Look through the listing below and give the number of lines that hold "Victoria". Say nothing more.

THE RECORDS
********

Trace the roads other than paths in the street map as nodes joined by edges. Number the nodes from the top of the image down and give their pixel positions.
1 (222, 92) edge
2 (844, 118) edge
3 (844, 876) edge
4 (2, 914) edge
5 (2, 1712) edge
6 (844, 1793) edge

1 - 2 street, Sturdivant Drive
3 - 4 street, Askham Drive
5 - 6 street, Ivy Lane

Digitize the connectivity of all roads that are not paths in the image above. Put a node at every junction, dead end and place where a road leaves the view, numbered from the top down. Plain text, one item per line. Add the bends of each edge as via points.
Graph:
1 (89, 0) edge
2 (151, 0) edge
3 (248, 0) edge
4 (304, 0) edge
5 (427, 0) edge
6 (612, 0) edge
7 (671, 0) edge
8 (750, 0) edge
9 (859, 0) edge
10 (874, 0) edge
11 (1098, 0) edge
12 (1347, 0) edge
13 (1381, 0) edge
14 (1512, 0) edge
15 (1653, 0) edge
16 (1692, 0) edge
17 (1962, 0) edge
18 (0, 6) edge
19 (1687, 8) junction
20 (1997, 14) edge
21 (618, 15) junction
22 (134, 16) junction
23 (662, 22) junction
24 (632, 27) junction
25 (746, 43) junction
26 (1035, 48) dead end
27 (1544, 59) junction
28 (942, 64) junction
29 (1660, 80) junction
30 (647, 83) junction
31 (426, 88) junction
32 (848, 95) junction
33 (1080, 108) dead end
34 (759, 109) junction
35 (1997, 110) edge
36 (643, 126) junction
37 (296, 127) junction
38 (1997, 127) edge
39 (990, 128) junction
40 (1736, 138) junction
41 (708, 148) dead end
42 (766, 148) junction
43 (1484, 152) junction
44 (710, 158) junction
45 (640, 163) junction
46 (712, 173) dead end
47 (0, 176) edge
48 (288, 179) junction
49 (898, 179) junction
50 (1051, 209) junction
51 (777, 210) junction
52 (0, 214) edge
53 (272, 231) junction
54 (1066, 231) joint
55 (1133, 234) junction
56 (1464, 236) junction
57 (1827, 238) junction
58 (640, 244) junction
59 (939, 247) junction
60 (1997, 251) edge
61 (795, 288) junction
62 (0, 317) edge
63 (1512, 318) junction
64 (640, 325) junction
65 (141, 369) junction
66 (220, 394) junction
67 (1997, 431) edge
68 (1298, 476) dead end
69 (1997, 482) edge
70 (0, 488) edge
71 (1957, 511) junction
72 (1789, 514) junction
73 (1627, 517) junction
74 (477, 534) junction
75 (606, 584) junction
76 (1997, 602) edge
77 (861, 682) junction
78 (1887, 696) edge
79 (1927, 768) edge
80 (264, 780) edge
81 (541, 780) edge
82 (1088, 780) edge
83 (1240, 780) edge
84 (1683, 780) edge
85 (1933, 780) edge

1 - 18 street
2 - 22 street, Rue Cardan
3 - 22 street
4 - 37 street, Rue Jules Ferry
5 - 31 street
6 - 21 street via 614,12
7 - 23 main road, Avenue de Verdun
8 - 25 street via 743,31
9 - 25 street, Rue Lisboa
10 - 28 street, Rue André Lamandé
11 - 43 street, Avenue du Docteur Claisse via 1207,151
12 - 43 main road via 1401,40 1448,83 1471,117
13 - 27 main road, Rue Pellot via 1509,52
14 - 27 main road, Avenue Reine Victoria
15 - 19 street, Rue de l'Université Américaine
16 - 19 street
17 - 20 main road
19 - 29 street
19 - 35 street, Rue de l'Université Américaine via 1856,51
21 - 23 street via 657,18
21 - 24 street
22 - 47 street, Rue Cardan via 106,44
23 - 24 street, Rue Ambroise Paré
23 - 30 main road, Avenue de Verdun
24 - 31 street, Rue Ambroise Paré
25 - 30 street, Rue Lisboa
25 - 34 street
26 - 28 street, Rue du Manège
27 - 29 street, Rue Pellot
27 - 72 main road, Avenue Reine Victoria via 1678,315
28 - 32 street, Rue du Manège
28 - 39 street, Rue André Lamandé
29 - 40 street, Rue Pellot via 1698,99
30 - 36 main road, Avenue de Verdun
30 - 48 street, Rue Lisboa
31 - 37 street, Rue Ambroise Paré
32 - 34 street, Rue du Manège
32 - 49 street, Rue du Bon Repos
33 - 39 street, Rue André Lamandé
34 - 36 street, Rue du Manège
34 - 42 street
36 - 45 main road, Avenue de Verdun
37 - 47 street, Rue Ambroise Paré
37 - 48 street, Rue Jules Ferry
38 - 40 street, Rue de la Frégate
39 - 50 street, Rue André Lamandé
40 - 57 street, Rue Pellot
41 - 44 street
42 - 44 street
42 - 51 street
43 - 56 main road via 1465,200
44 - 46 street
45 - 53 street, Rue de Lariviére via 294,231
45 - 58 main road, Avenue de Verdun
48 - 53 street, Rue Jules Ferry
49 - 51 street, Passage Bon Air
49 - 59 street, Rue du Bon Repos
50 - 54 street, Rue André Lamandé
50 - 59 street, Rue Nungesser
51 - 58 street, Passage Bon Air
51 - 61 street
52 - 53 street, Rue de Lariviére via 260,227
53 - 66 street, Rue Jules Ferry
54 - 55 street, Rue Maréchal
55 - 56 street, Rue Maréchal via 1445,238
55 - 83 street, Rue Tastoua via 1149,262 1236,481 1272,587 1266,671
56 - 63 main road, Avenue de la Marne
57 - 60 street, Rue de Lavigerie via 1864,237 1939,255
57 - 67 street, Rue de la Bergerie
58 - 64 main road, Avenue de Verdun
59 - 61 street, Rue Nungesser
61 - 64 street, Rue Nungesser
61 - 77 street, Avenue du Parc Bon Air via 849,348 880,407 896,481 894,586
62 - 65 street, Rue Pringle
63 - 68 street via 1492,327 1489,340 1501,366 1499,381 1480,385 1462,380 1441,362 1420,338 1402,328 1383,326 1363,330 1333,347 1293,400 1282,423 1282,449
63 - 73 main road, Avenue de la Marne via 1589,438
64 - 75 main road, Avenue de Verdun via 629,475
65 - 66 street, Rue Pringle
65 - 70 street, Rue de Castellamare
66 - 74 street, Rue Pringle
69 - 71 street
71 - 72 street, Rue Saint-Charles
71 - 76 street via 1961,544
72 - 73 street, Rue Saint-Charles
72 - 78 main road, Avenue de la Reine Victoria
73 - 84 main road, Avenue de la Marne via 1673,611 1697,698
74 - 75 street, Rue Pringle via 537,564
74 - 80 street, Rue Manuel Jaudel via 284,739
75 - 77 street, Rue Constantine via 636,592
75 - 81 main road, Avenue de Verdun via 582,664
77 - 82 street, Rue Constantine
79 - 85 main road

********

PROBLEM SOLUTION
3